In the fraunhaufer differaction from a single slit illuminated by polychromatic light, the first minimum with wavelength `lamda_(1)` is found to be coincident with the third minimum at `lamda_(2)`. Then find the value of `(lamda_(1))/(lamda_(2))`

To solve the problem, we need to analyze the conditions for the minima in a single-slit diffraction pattern.
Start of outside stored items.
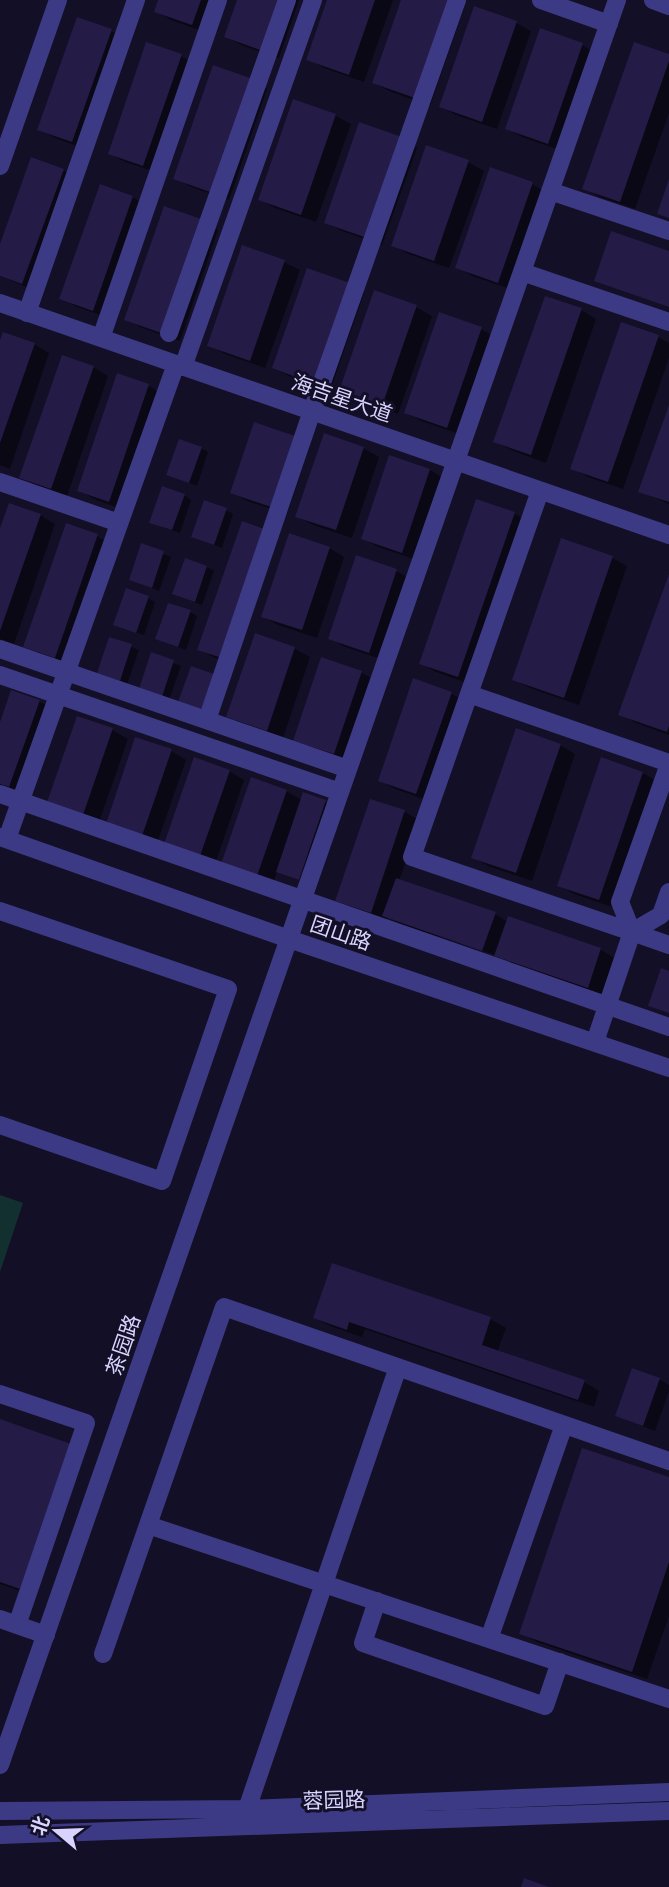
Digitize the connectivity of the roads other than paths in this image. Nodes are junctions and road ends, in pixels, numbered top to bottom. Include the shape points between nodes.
1 (45, 0) edge
2 (58, 0) edge
3 (136, 0) edge
4 (218, 0) edge
5 (287, 0) edge
6 (313, 0) edge
7 (457, 0) edge
8 (541, 0) edge
9 (617, 0) edge
10 (653, 0) edge
11 (669, 6) edge
12 (608, 24) junction
13 (13, 93) dead end
14 (0, 166) edge
15 (550, 191) junction
16 (669, 231) edge
17 (522, 272) junction
18 (0, 303) edge
19 (27, 313) junction
20 (669, 322) edge
21 (169, 333) dead end
22 (101, 338) junction
23 (179, 366) junction
24 (312, 411) junction
25 (456, 461) junction
26 (0, 482) edge
27 (540, 491) junction
28 (119, 523) junction
29 (669, 535) edge
30 (0, 649) edge
31 (66, 672) junction
32 (0, 675) edge
33 (469, 694) junction
34 (58, 695) junction
35 (207, 720) junction
36 (669, 764) edge
37 (348, 769) junction
38 (340, 792) junction
39 (0, 794) edge
40 (21, 801) junction
41 (4, 838) edge
42 (669, 892) edge
43 (303, 899) junction
44 (0, 911) edge
45 (632, 932) junction
46 (289, 939) junction
47 (669, 945) edge
48 (607, 1005) junction
49 (669, 1027) edge
50 (595, 1042) junction
51 (669, 1068) edge
52 (0, 1125) edge
53 (398, 1367) junction
54 (0, 1394) edge
55 (564, 1424) junction
56 (669, 1461) edge
57 (148, 1525) junction
58 (324, 1584) junction
59 (377, 1601) junction
60 (9, 1622) edge
61 (46, 1635) junction
62 (489, 1639) junction
63 (103, 1654) dead end
64 (560, 1662) junction
65 (669, 1699) edge
66 (0, 1765) edge
67 (669, 1792) edge
68 (247, 1809) junction
69 (0, 1811) edge
70 (669, 1811) edge
71 (0, 1835) edge

1 - 13 street
2 - 14 street
3 - 19 street
4 - 22 street
5 - 21 street
6 - 23 street
7 - 24 street
8 - 12 street
9 - 12 street, 茶园路
10 - 11 street
12 - 15 street, 茶园路
15 - 16 street
15 - 17 street, 茶园路
17 - 20 street
17 - 25 street, 茶园路
18 - 19 street, 海吉星大道
19 - 22 street, 海吉星大道
22 - 23 street, 海吉星大道
23 - 24 street, 海吉星大道
23 - 28 street
24 - 25 street, 海吉星大道
24 - 35 street
25 - 27 street, 海吉星大道
25 - 37 street, 茶园路
26 - 28 street
27 - 29 street, 海吉星大道
27 - 33 street
28 - 31 street
30 - 31 street
31 - 34 street
31 - 35 street
32 - 34 street
33 - 36 street
33 - 45 street via 412,857
34 - 38 street
34 - 40 street
35 - 37 street
36 - 45 street via 620,902
37 - 38 street, 茶园路
38 - 43 street, 茶园路
39 - 40 street
40 - 41 street
40 - 43 street
41 - 46 street, 团山路
42 - 45 street via 661,915
43 - 46 street, 茶园路
43 - 48 street
44 - 52 street via 228,989 162,1181
45 - 47 street
45 - 48 street
46 - 50 street, 团山路
46 - 61 street, 茶园路
48 - 49 street
48 - 50 street
50 - 51 street, 团山路
53 - 55 street
53 - 57 street via 224,1307
53 - 58 street
54 - 60 street via 86,1423
55 - 56 street
55 - 62 street
57 - 58 street
57 - 63 street
58 - 59 street
58 - 68 street
59 - 62 street
59 - 64 street via 363,1643 545,1706
60 - 61 street
61 - 66 street, 茶园路
62 - 64 street
64 - 65 street
67 - 68 street, 蓉园路
68 - 69 street, 蓉园路
70 - 71 street, 蓉园路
The first minimum for a wavelength \( \lambda_1 \) coincides with the third minimum for a wavelength \( \lambda_2 \). ### Step-by-step Solution: 1. **Understanding the Position of Minima**: The position of the minima in a single-slit diffraction pattern is given by the formula: \[ y_n = \frac{n \lambda D}{d} \] where \( y_n \) is the position of the \( n^{th} \) minimum, \( \lambda \) is the wavelength of the light, \( D \) is the distance from the slit to the screen, and \( d \) is the width of the slit. 2. **Setting Up the Equations**: - For the first minimum with wavelength \( \lambda_1 \): \[ y_1 = \frac{1 \cdot \lambda_1 D}{d} \] - For the third minimum with wavelength \( \lambda_2 \): \[ y_3 = \frac{3 \cdot \lambda_2 D}{d} \] 3. **Equating the Positions**: Since the first minimum of \( \lambda_1 \) coincides with the third minimum of \( \lambda_2 \), we can set the two equations equal to each other: \[ \frac{\lambda_1 D}{d} = \frac{3 \lambda_2 D}{d} \] 4. **Cancelling Common Terms**: We can cancel \( D \) and \( d \) from both sides (assuming \( D \) and \( d \) are not zero): \[ \lambda_1 = 3 \lambda_2 \] 5. **Finding the Ratio**: To find the ratio \( \frac{\lambda_1}{\lambda_2} \): \[ \frac{\lambda_1}{\lambda_2} = 3 \] ### Final Answer: \[ \frac{\lambda_1}{\lambda_2} = 3 \]